YLKI : Digital Financial Dorong Inklusi, Syaratnya Pinjol Ilegal Harus Dibasmi
Yayasan Lembaga Konsumen Indonesia (YLKI) Menegaskan Peran Digital Financial untuk Inklusi Finansial, Namun Mengecam Pinjaman Online yang Bertentangan dengan Undang-Undang.
Sebagai tanggapan dari Yayasan Lembaga Konsumen Indonesia (YLKI), digital financial adalah alat yang bermanfaat untuk meningkatkan inklusi finansial. Karena tingkat penerimaan masyarakat masih rendah, mereka menekankan pentingnya memberantas pinjaman online ilegal.
Penggunaan fintech dan digital finansial telah membantu meningkatkan literasi finansial masyarakat, tetapi ada kendala hukum dan kesiapan masyarakat. Dalam konferensi pers yang diadakan di Kantor YLKI di Jakarta, Selasa, Tulus Abadi, Pengurus Harian YLKI, menyatakan bahwa masalah ini bukan hanya masalah utang piutang tetapi juga mencapai tingkat pelanggaran hukum.
YLKI mencatat bahwa selama lima tahun terakhir, pengaduan terkait jasa keuangan telah mendominasi, mencapai 38,2 persen dari 943 pengaduan pada tahun 2023. E-commerce mencapai 13,1 persen, telekomunikasi 12,1 persen, perumahan 6,7 persen, dan listrik 2,4 persen dari total pendapatan.
Persentase aduan mengenai pinjaman online mencapai lima puluh persen, terutama yang berkaitan dengan pinjaman online ilegal, yang disebabkan oleh kurangnya pengetahuan digital dan inklusi finansial masyarakat.
Tulus menyatakan, “Konsumen seringkali hanya membuka aplikasi di handphone mereka dan mengklik tanpa membaca syarat dan ketentuan, termasuk bunga dan metode penagihan. Hal ini menyebabkan konsumen menjadi target dari debt collector, dengan beberapa kasus dramatis seperti bunuh diri, pemecatan, dan perceraian akibat utang piutang dari pinjaman online.”
Menurutnya, pinjaman online seharusnya menjadi inovasi bagus untuk meningkatkan inklusi keuangan, tetapi di Indonesia, mereka justru menjadi masalah karena tidak ada pengurangan efek dan pengawasan, terutama untuk pinjaman ilegal.
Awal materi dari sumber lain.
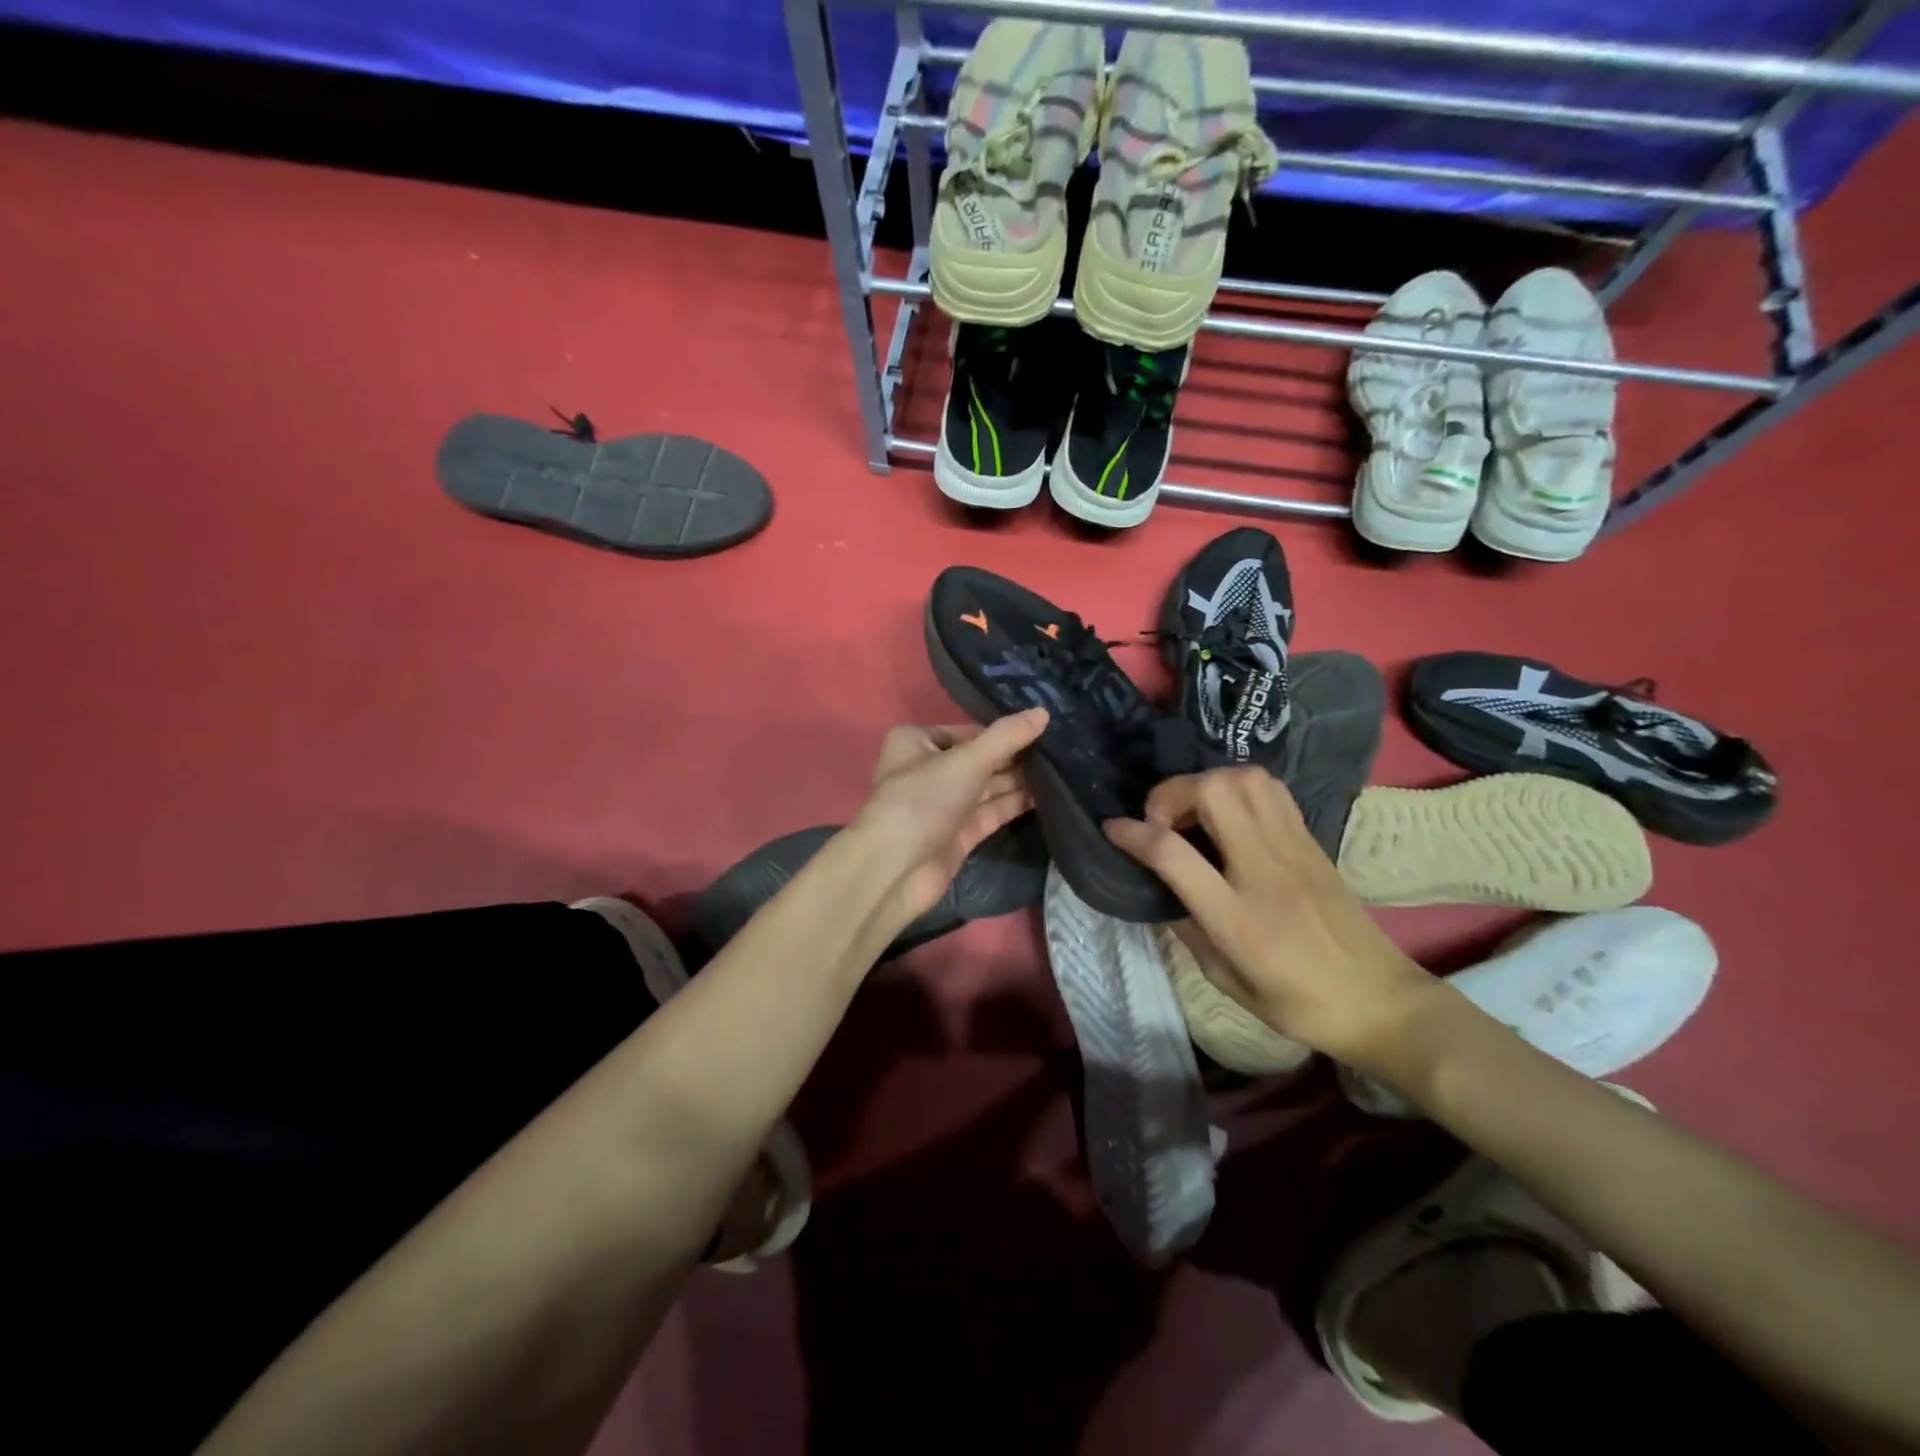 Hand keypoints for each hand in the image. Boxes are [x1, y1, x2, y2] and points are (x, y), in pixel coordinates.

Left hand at [851, 709, 1047, 928]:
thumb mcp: (967, 760)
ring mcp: (944, 804)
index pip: (967, 731)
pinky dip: (1015, 804)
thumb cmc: (923, 799)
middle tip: (1061, 748)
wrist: (896, 869)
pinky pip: (991, 811)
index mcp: (916, 742)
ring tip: (1063, 769)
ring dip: (1020, 780)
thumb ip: (1006, 737)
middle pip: (980, 759)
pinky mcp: (958, 834)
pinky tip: (1049, 795)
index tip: (1043, 729)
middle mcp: (928, 770)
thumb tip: (1044, 712)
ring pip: (988, 787)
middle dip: (1015, 757)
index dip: (1002, 732)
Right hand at [1104, 768, 1432, 1066]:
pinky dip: (1238, 787)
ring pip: (1245, 779)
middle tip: (1163, 821)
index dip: (1132, 833)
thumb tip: (1164, 888)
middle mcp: (1264, 870)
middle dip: (1173, 793)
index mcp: (1238, 918)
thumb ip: (1188, 928)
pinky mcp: (1312, 840)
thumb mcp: (1226, 981)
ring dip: (1207, 784)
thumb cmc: (1298, 1003)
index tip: (1112, 828)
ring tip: (1194, 813)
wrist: (1380, 1001)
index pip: (1174, 854)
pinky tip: (1229, 815)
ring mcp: (1294, 848)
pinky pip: (1271, 790)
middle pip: (1214, 792)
Menurut Rio Priambodo, Kepala Bidang Pengaduan dan Hukum YLKI, masalah yang terkait dengan pinjaman online termasuk penagihan (33,6 persen), permohonan keringanan (6,6 persen), pembobolan atau penipuan akun (4,5 persen), dan tagihan bermasalah (3,1 persen). Selain itu, ia mencatat tingkat pembobolan dan penipuan yang tinggi di sektor jasa perbankan, yang menjadi perhatian YLKI. Penipuan dan pembobolan terus terjadi setiap tahun, meskipun perlindungan data pribadi telah diberlakukan sejak 2022.